RE: Over the top
August 22, 2019 at 6:18 am
(This post was last modified: August 22, 2019 at 6:31 am by Belacqua.)
(August 22, 2019 at 1:11 am)Grandizer Wrote: @Belaqua:
The quote is about Christianity, and implicitly about how it started out. You could have a "clean" version of Christianity without the whole human nature is bad thing, but it would still be based on a Christianity that was about that thing.
Furthermore, there's context. The guy who said that quote was responding to a Catholic person who was going on about how sinful we are, how there's no such thing as a good Christian. And this is a Catholic saying this, not a Calvinist or a Protestant of some other type.
First you'd have to prove that this is actually how Christianity started out. I'm not sure it is. For example, the idea of an eternal hell became dogma some centuries after the Gospels were written. Some important church fathers didn't believe in an eternal hell. So your assumption that "Christianity was about that thing" may not be as certain as you think.
In fact it may well be that what you consider to be "essential" to Christianity came in later, including some of the worst, most misanthropic parts. As I said, eternal hell was not dogma for a long time, and though Original Sin is rooted in something Paul wrote, it took a lot of time and interpretation to get to what we think of it today. And there have always been Christians who rejected these ideas, to some degree.
Second, the context of the quote doesn't determine whether it's crazy or not, since the crazy part is included in the quote, not contingent on the thing it's answering. Again, the quote says this:
Quote:Exhibit one of the sickening misanthropy without which there can be no Christianity.
He asserts that there is no Christianity without sickening misanthropy.

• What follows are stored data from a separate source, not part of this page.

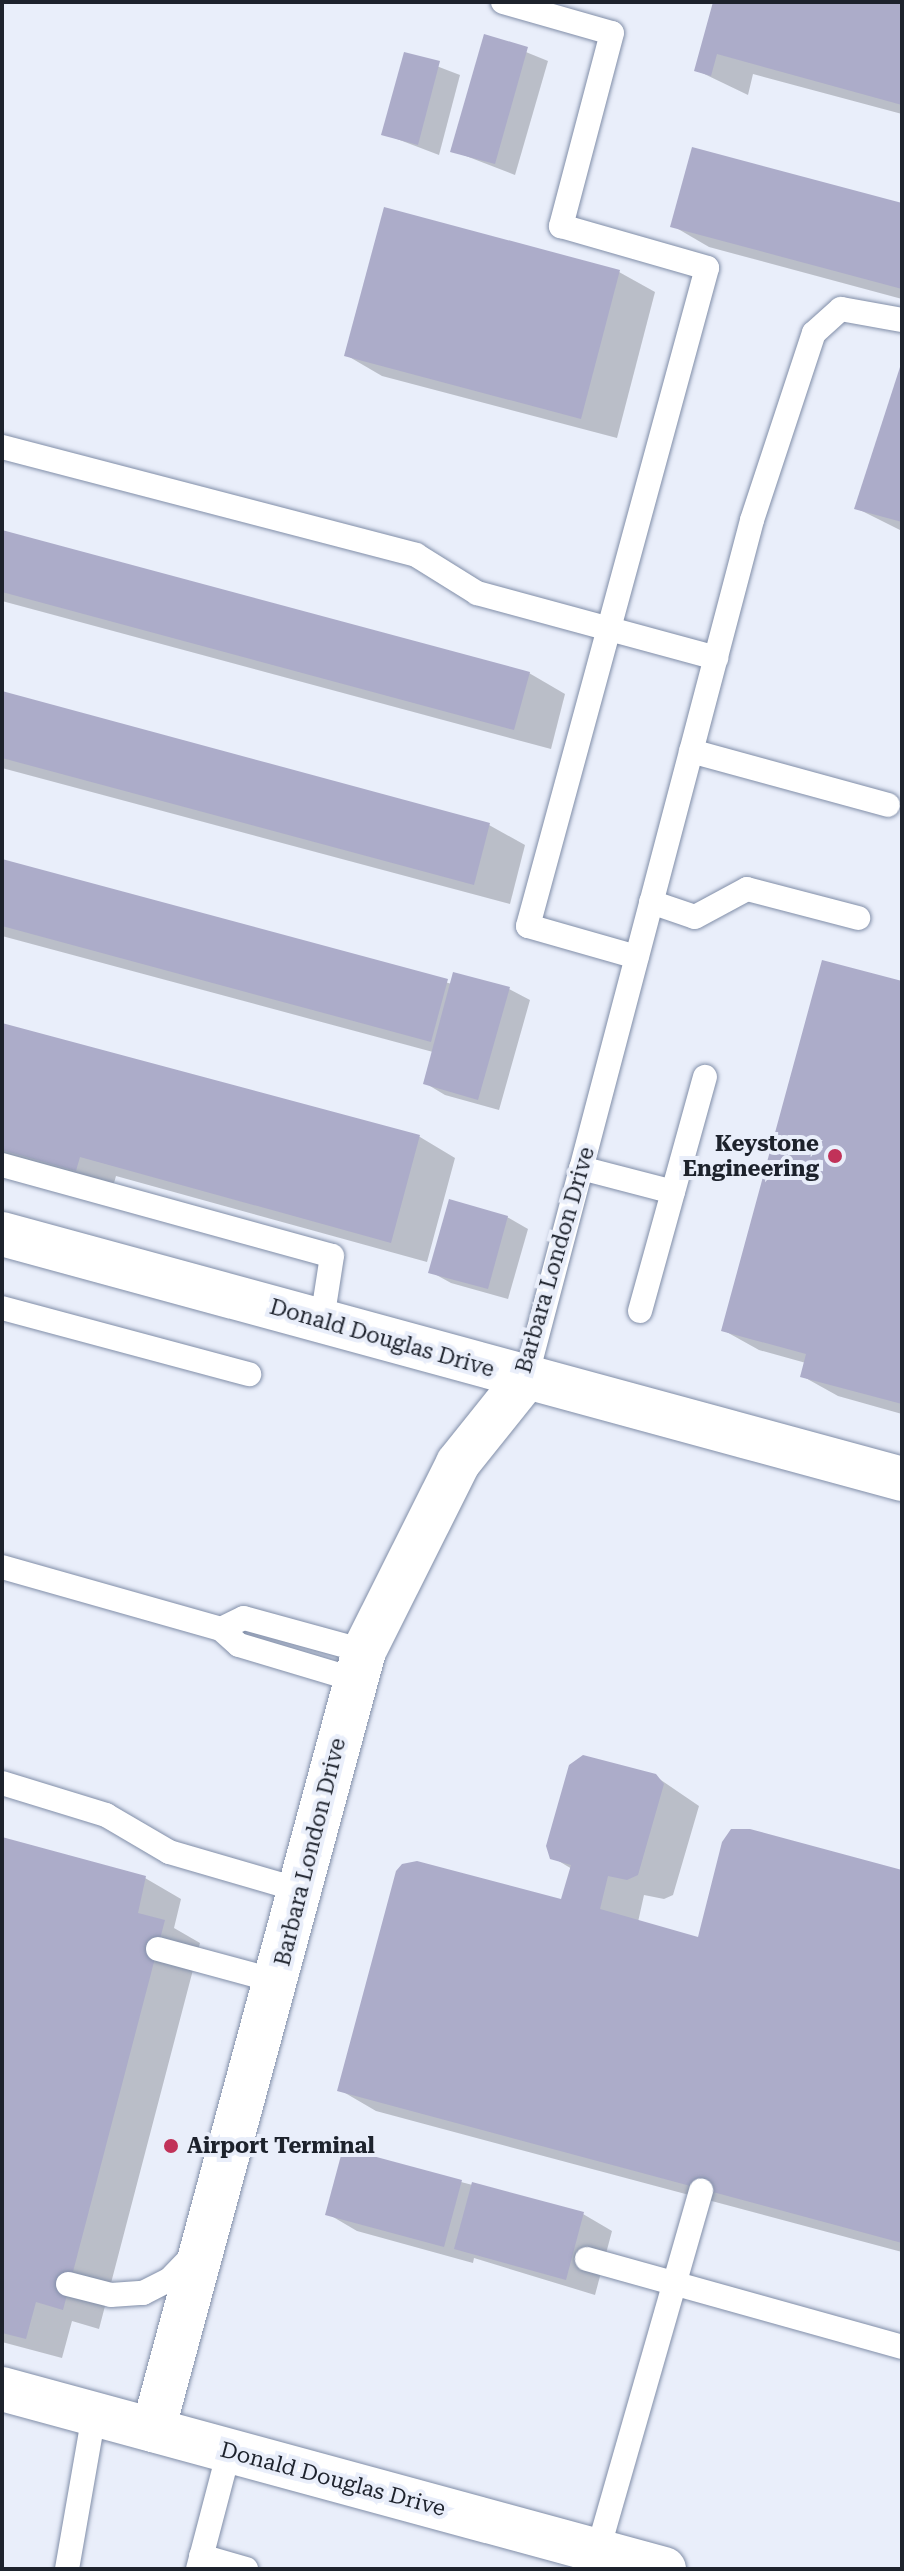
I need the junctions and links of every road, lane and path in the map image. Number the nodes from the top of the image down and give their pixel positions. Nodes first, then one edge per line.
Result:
1 (503, 2) edge
2 (902, 320) edge
3 (2, 447) edge
4 (607, 628) junction
5 (716, 658) junction
6 (691, 751) junction
7 (888, 805) dead end
8 (651, 902) junction
9 (858, 918) dead end
10 (637, 957) junction
11 (705, 1077) dead end
12 (2, 1165) edge
13 (581, 1168) junction
14 (673, 1192) junction
15 (2, 1234) edge
16 (2, 1308) edge
17 (640, 1311) dead end
18 (322, 1320) junction
19 (249, 1374) dead end
20 (526, 1378) junction
21 (902, 1479) edge
22 (2, 1567) edge
23 (360, 1666) junction
24 (2, 1783) edge
25 (300, 1890) junction
26 (158, 1949) dead end
27 (277, 1981) junction
28 (701, 2190) dead end
29 (204, 2243) junction
30 (587, 2259) dead end
31 (68, 2284) dead end
32 (675, 2285) junction
33 (902, 2347) edge
34 (2, 2389) edge
35 (94, 2414) junction
36 (153, 2430) junction
37 (229, 2451) junction
38 (598, 2550) junction
39 (200, 2562) edge
40 (67, 2569) edge
41 (246, 2569) edge
42 (664, 2569) edge

1 - 4 lane
2 - 5 lane, Barbara London Drive
3 - 4 lane
4 - 5 lane
4 - 10 lane
5 - 6 lane, Barbara London Drive
6 - 7 lane
6 - 8 lane, Barbara London Drive
8 - 9 lane
8 - 10 lane, Barbara London Drive
10 - 13 lane, Barbara London Drive
11 - 14 lane
12 - 18 lane
13 - 14 lane
13 - 20 lane, Barbara London Drive
14 - 17 lane
15 - 18 street, Donald Douglas Drive
16 - 19 lane
18 - 20 street, Donald Douglas Drive
20 - 21 street, Donald Douglas Drive
20 - 23 street, Barbara London Drive
22 - 23 lane
23 - 25 street, Barbara London Drive
24 - 25 lane
25 - 27 street, Barbara London Drive
26 - 27 lane
27 - 29 street, Barbara London Drive
28 - 32 lane
29 - 31 lane
29 - 36 street, Barbara London Drive
30 - 32 lane
32 - 33 lane
32 - 38 lane
34 - 35 street, Donald Douglas Drive
35 - 36 street, Donald Douglas Drive
35 - 40 lane
36 - 37 street, Donald Douglas Drive
37 - 38 street, Donald Douglas Drive
37 - 39 lane
38 - 42 street, Donald Douglas Drive
39 - 41 lane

He's referring to an example, but no matter what the example is, he still asserts that misanthropy.
We could make a similar statement like this: "Star Wars is exhibit one of the fact that Hollywood is totally incapable of making a good movie." You can change out "Star Wars" with any other example there, and the statement is equally over the top. (I'm assuming people think that there is nothing essentially bad about Hollywood, now and forever, which prevents good movies.
So you could make excuses for the statement, by claiming that he's only talking about another time, or that he's only talking about some specific type, but that's not what he said.
And if we can point to one Christian who was not misanthropic, we have disproved the claim.
(August 22, 2019 at 1:36 am)Fake Messiah Wrote: isn't it amazing that you have succeeded in discerning the true teachings of Christianity, while the most influential thinkers in the history of your faith failed?
This is not what I have claimed.
(August 22, 2019 at 1:46 am)Grandizer Wrote: Forgot to add that misanthropy isn't just about disliking human beings.
That's what the word means.
If you'd like to change the quote I'm sure you can make it better.
(August 22, 2019 at 2:33 am)Athene Wrote: Well, it doesn't really matter if a 4 out of 5 hippy, cafeteria Christians don't agree.
It does matter if 4 out of 5 people who say they are Christians aren't misanthropic. Because that would prove the falsity of the quote. Because the quote says that Christianity is impossible without misanthropy.
If 4 out of 5 people who say they are Christians aren't misanthropic, it means that Christianity is possible without misanthropy. And that means the quote is false.
It is not for you or me to declare what True Christianity is, and then do the No True Scotsman thing when we are presented with 4 out of 5 Christians who don't match that.
So we've got a lot of different ideas about what True Christianity is here among us atheists, but that doesn't change the fact that the quote is clearly over the top.